----- Records supplied -----

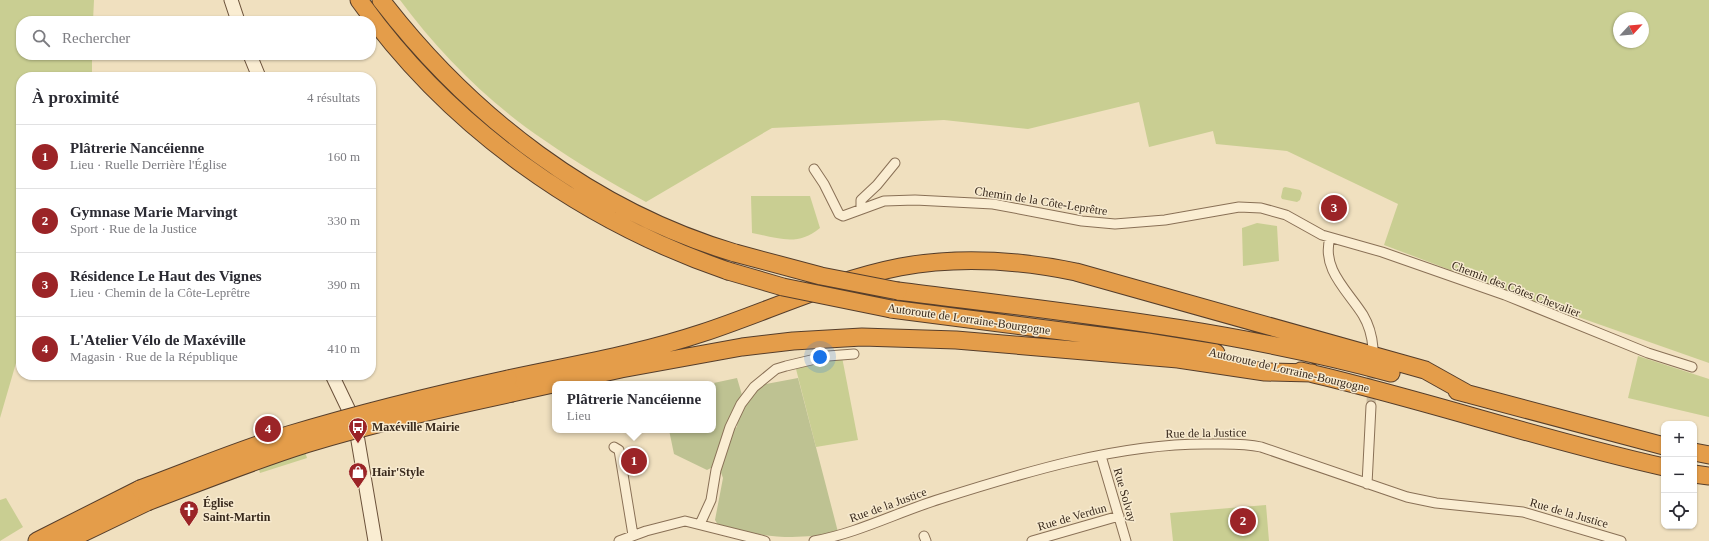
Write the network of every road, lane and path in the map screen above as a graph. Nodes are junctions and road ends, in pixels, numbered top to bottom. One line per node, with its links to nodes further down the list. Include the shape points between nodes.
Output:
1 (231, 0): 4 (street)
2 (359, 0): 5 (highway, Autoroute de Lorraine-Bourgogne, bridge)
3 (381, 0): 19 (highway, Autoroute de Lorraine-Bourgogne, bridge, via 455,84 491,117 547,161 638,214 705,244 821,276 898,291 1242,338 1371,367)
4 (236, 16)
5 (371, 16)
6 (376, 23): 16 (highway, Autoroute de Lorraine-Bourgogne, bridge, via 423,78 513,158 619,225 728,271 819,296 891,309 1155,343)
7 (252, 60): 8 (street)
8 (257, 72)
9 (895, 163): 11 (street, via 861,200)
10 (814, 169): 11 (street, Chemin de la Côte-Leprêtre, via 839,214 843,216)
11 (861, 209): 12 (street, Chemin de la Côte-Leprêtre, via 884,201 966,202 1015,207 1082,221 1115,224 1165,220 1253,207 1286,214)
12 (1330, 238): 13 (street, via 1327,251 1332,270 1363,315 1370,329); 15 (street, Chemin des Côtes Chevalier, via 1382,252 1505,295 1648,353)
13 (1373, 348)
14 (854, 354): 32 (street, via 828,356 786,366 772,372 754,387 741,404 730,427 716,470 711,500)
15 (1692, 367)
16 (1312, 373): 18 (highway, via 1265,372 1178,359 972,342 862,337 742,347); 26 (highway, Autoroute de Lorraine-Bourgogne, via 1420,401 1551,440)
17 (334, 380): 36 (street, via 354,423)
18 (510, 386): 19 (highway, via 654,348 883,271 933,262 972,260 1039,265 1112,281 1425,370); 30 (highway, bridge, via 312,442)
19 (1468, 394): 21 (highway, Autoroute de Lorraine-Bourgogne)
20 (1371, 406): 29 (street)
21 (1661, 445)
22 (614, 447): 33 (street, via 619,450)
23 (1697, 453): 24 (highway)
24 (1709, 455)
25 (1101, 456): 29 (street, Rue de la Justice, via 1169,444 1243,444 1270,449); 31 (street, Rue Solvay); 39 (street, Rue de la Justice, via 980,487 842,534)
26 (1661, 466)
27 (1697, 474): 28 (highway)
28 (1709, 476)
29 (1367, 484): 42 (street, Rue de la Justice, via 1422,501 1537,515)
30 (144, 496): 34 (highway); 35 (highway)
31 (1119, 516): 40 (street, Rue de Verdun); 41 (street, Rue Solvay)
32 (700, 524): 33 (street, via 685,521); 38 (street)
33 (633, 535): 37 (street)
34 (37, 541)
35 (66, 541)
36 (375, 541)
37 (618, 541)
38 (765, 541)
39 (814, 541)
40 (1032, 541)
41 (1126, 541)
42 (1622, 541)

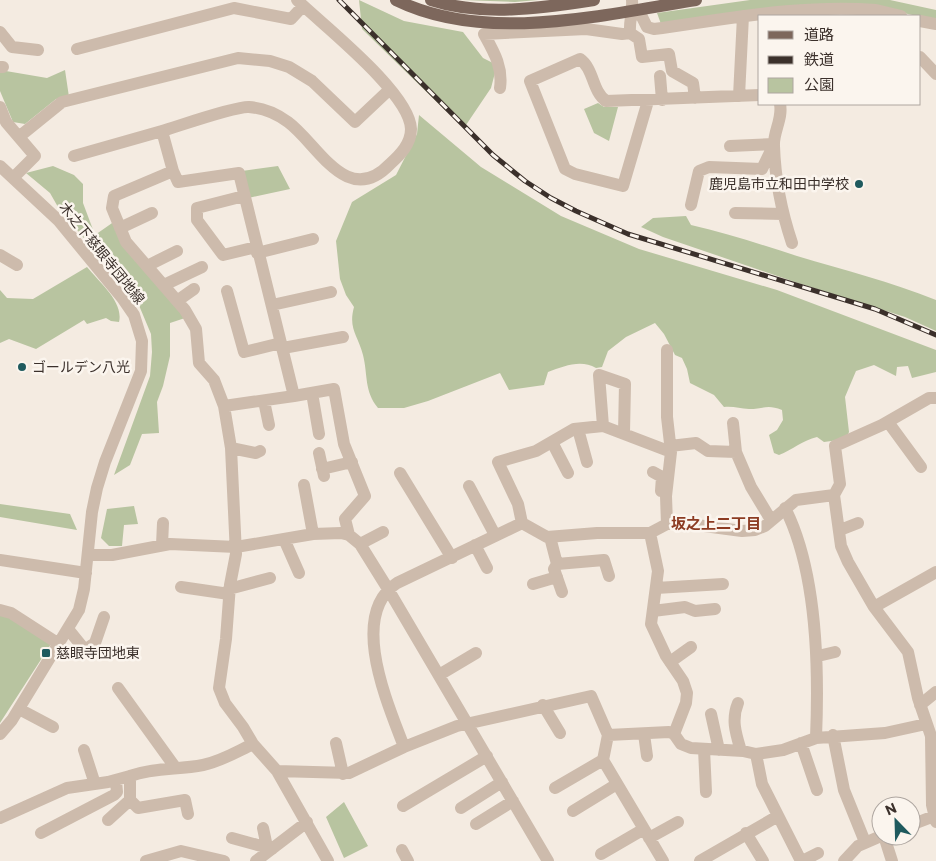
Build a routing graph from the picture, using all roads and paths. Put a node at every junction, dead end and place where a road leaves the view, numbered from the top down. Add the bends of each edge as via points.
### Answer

-----
----- Records supplied -----

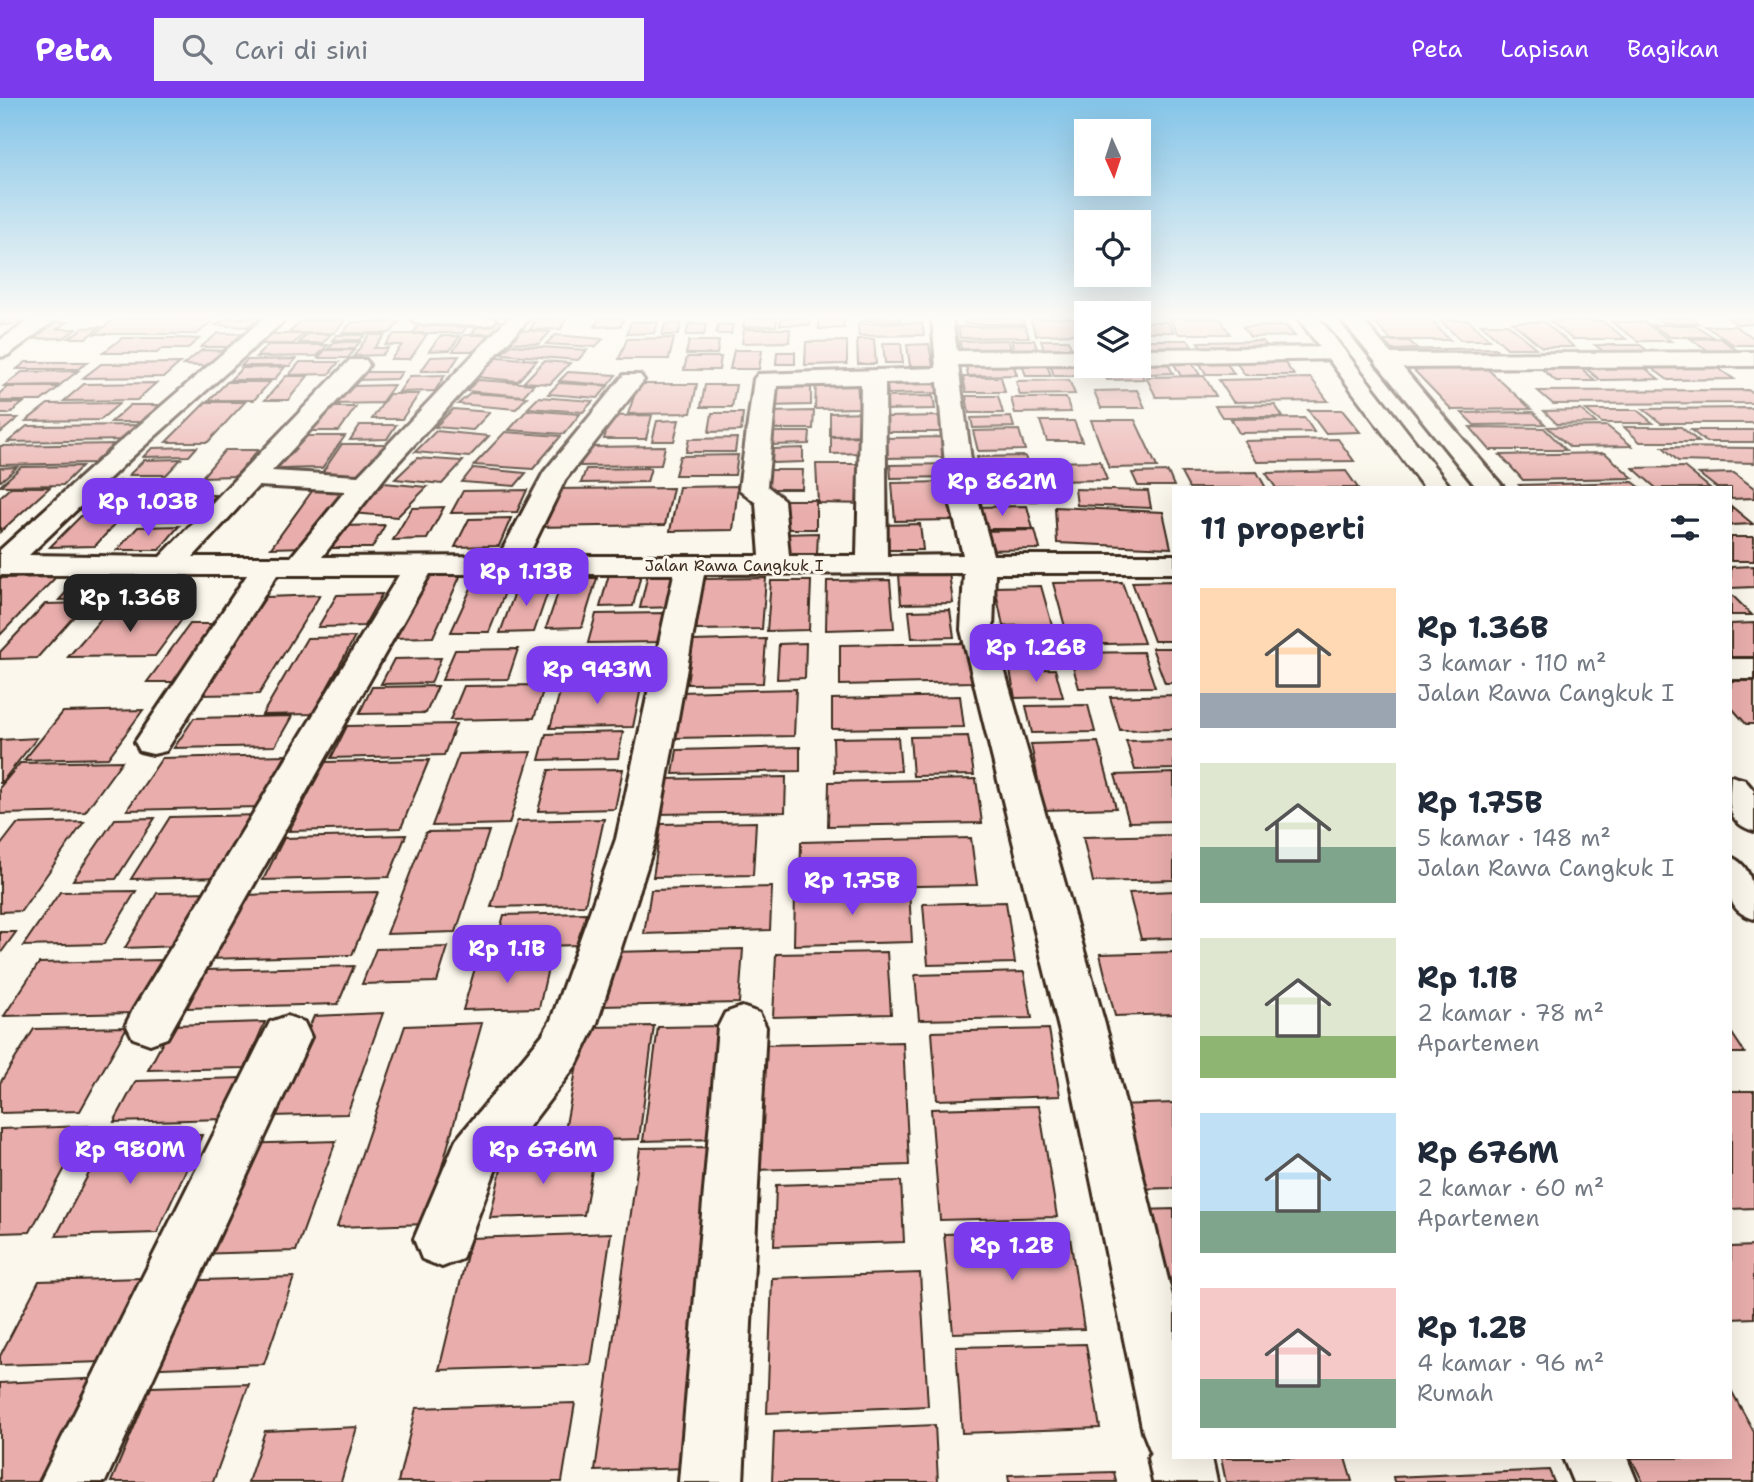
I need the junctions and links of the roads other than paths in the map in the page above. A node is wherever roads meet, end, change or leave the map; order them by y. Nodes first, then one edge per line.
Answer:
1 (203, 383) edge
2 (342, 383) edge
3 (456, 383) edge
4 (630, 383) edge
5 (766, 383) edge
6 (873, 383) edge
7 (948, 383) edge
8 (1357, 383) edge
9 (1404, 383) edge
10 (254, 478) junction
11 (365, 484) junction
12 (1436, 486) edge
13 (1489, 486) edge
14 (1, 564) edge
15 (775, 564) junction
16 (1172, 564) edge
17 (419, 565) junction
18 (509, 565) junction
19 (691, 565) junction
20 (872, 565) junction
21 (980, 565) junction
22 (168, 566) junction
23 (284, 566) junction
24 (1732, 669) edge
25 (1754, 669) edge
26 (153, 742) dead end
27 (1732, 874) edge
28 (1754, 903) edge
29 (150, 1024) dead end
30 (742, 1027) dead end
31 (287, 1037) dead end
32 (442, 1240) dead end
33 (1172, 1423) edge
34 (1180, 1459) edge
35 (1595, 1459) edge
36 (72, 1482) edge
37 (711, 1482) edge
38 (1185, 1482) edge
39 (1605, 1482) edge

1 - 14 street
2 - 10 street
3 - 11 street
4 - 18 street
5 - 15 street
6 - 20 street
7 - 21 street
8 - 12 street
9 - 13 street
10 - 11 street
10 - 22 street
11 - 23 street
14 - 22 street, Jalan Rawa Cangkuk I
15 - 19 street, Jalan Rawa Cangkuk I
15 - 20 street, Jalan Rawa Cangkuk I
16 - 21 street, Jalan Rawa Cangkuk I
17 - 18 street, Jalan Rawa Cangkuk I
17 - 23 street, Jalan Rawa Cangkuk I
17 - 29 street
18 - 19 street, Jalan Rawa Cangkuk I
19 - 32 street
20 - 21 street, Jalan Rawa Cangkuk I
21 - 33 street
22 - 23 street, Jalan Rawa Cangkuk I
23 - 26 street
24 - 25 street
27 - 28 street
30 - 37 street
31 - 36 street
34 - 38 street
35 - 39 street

-----

Problem ::
Each line of the entries above that includes the string "Nodes" should be copied out.

Written response ::
Write the network of every road, lane and path in the map screen above as a graph. Nodes are junctions and road ends, in pixels, numbered top to bottom. One line per node, with its links to nodes further down the list. Include the shape points between nodes.
I need the junctions and links of the roads other than paths in the map in the page above. A node is wherever roads meet, end, change or leave the map; order them by y. Nodes first, then one edge per line.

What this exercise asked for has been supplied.